### Problem statement
Write every line below out again, exactly as given, but leave out the pictures.

● ● ● ● ●

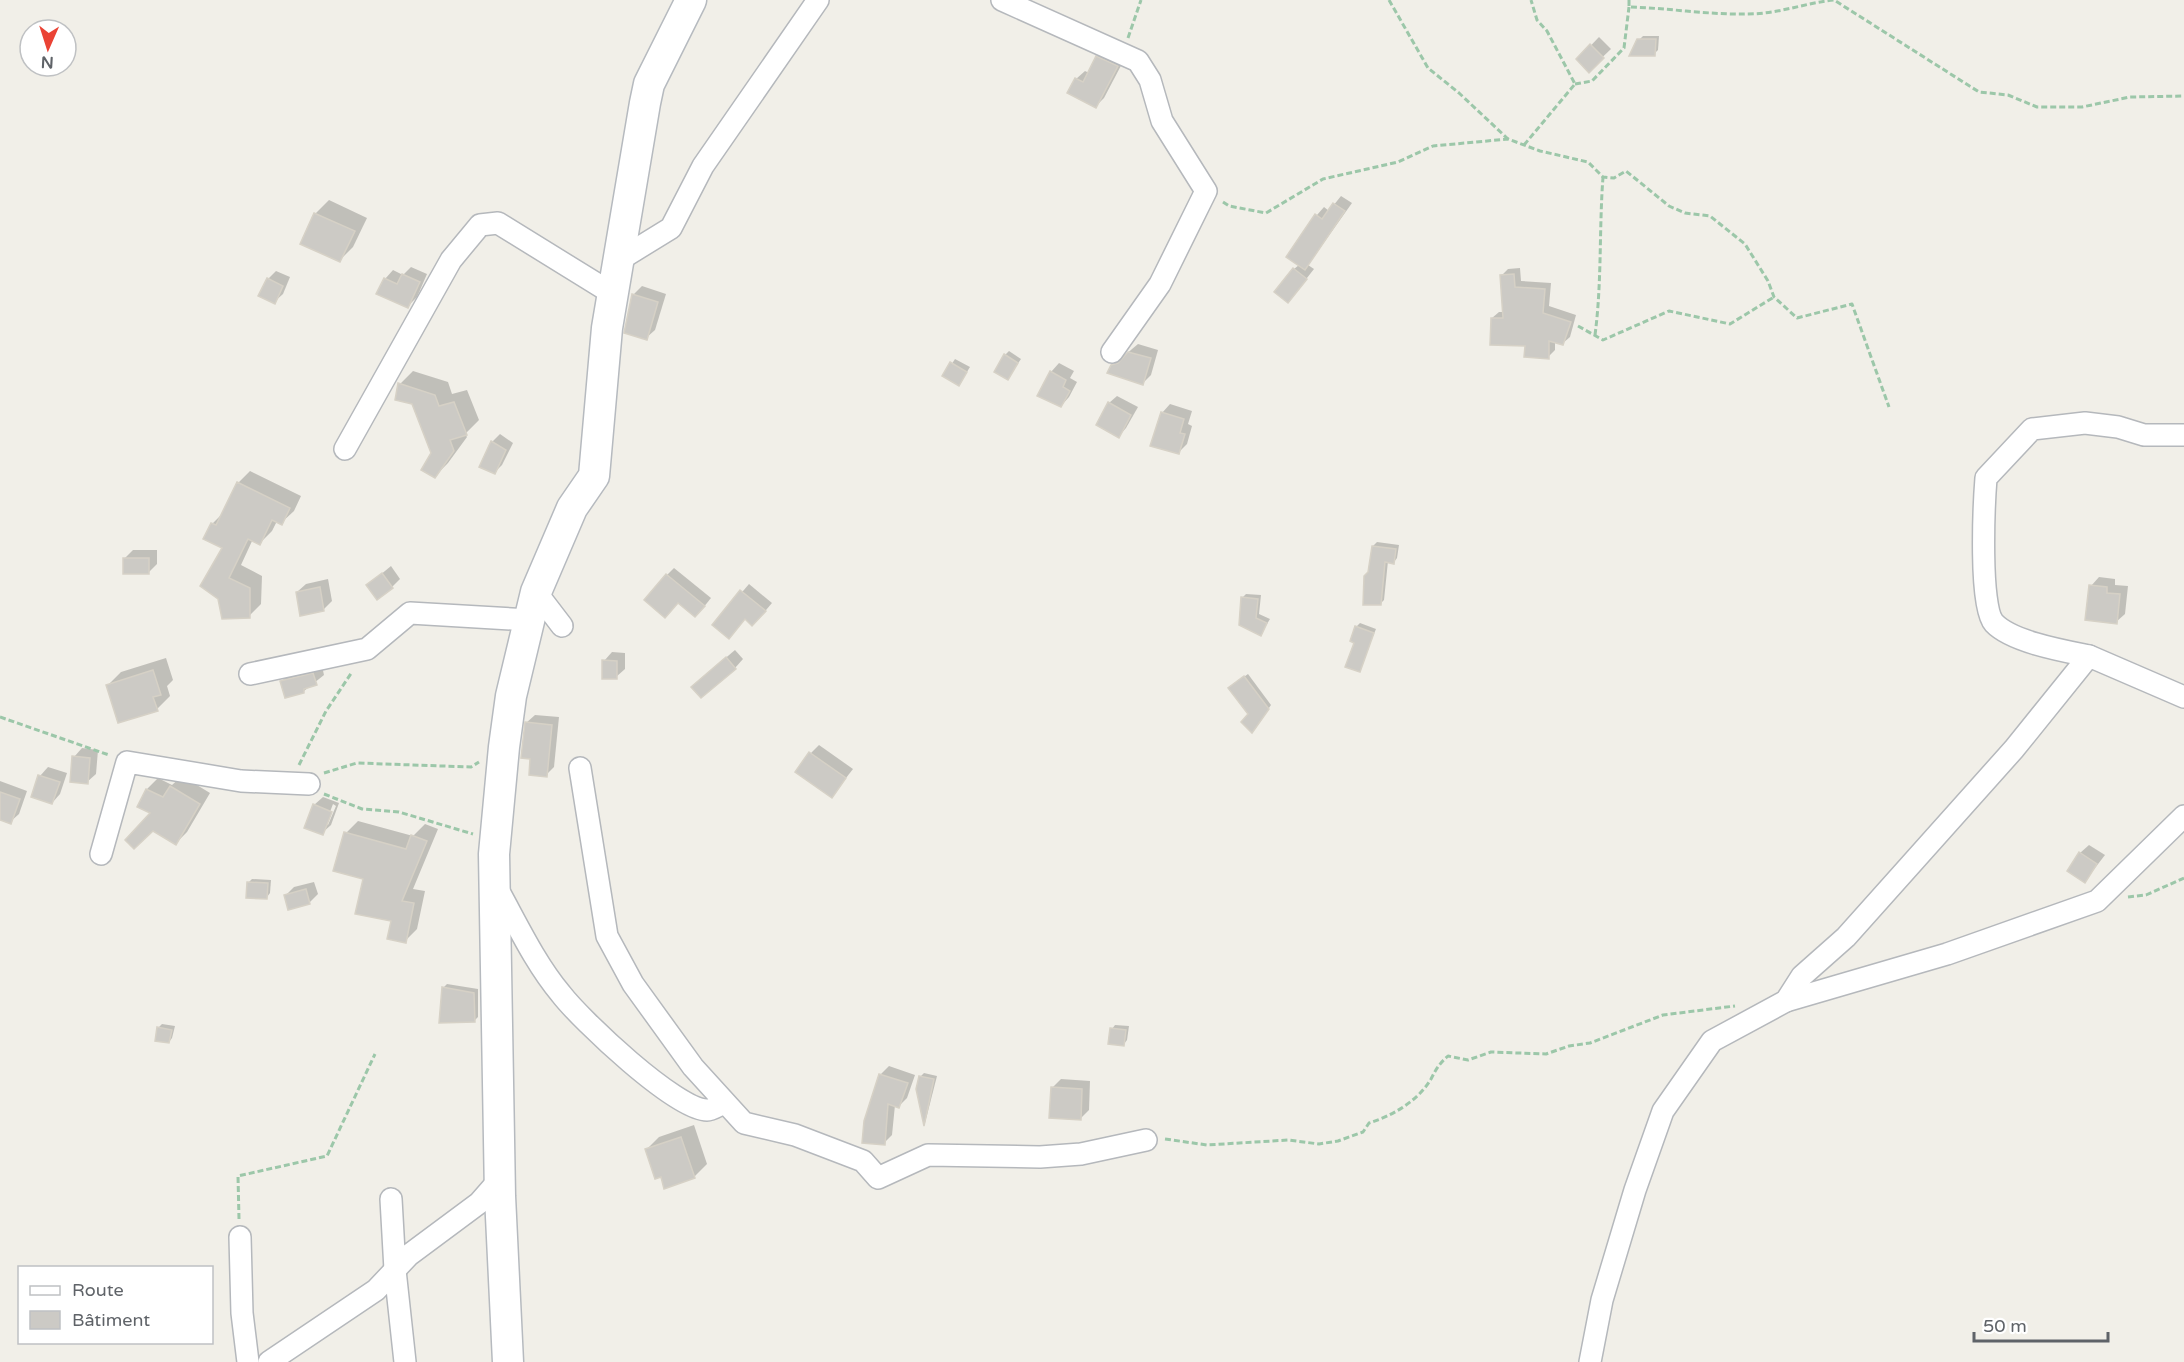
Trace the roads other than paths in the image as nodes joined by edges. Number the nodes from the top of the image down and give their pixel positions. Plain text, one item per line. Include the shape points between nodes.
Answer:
1 (691, 0) edge
2 (818, 0) edge
3 (1002, 0) edge
4 (619, 260) junction
5 (613, 294) junction
6 (1112, 352) dead end
7 (2184, 435) edge
8 (345, 449) dead end
9 (533, 606) junction
10 (562, 626) dead end
11 (2089, 656) junction
12 (250, 674) dead end
13 (2184, 697) edge
14 (580, 768) dead end
15 (300, 783) road end
16 (2184, 816) edge
17 (101, 854) dead end
18 (495, 885) junction
19 (1786, 1001) junction
20 (724, 1104) junction
21 (1146, 1140) road end
22 (500, 1179) junction
23 (391, 1199) dead end
24 (240, 1237) road end
25 (395, 1270) junction
26 (248, 1362) edge
27 (269, 1362) edge
28 (405, 1362) edge
29 (508, 1362) edge
30 (1590, 1362) edge

1 - 4 street via 650,84
2 - 4 street via 704,166 672,228
3 - 6 street via 1138,61 1150,80 1162,121 1206,191 1160,284
4 - 5 street
5 - 8 street via 498,224 480,225 451,260
5 - 9 street via 594,476 572,508
7 - 11 street via 2144,435 2085,423 2032,429 1986,477 1983,524 1987,610 1994,623 2022,639
9 - 10 street
9 - 12 street via 410,613 367,649
9 - 18 street via 511,696 504,747 494,854
11 - 13 street
11 - 19 street via 2014,749 1853,929 1802,976
14 - 20 street via 607,936 633,984
15 - 17 street via 241,782 127,762
16 - 19 street via 2097,901 1947,954
18 - 20 street via 561,995 616,1048 682,1102 707,1110
18 - 22 street
19 - 30 street via 1712,1041 1663,1111 1602,1300
20 - 21 street via 744,1124 795,1135 862,1161 878,1178 928,1155 1060,1156
22 - 25 street via 479,1203
22 - 29 street
23 - 25 street
24 - 26 street
25 - 27 street via 376,1290
25 - 28 street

● ● ● ● ●

### Reply
Trace the roads other than paths in the image as nodes joined by edges. Number the nodes from the top of the image down and give their pixel positions. Plain text, one item per line. Include the shape points between nodes.
Answer:
1 (691, 0) edge
2 (818, 0) edge
3 (1002, 0) edge
4 (619, 260) junction
5 (613, 294) junction
6 (1112, 352) dead end
7 (2184, 435) edge
8 (345, 449) dead end
9 (533, 606) junction
10 (562, 626) dead end
11 (2089, 656) junction
12 (250, 674) dead end
13 (2184, 697) edge
14 (580, 768) dead end
15 (300, 783) road end
16 (2184, 816) edge
17 (101, 854) dead end
18 (495, 885) junction
19 (1786, 1001) junction
20 (724, 1104) junction
21 (1146, 1140) road end
22 (500, 1179) junction
23 (391, 1199) dead end
24 (240, 1237) road end
25 (395, 1270) junction
26 (248, 1362) edge
27 (269, 1362) edge
28 (405, 1362) edge
29 (508, 1362) edge
30 (1590, 1362) edge

1 - 4 street via 650,84
2 - 4 street via 704,166 672,228
3 - 6 street via 1138,61 1150,80 1162,121 1206,191 1160,284
4 - 5 street
5 - 8 street via 498,224 480,225 451,260
5 - 9 street via 594,476 572,508
7 - 11 street via 2144,435 2085,423 2032,429 1986,477 1983,524 1987,610 1994,623 2022,639
9 - 10 street
9 - 12 street via 410,613 367,649
9 - 18 street via 511,696 504,747 494,854
11 - 13 street
11 - 19 street via 2014,749 1853,929 1802,976
14 - 20 street via 607,936 633,984
15 - 17 street via 241,782 127,762
16 - 19 street via 2097,901 1947,954
18 - 20 street via 561,995 616,1048 682,1102 707,1110
18 - 22 street
19 - 30 street via 1712,1041 1663,1111 1602,1300
20 - 21 street via 744,1124 795,1135 862,1161 878,1178 928,1155 1060,1156
22 - 25 street via 479,1203
22 - 29 street
23 - 25 street
24 - 26 street
25 - 27 street via 376,1290
25 - 28 street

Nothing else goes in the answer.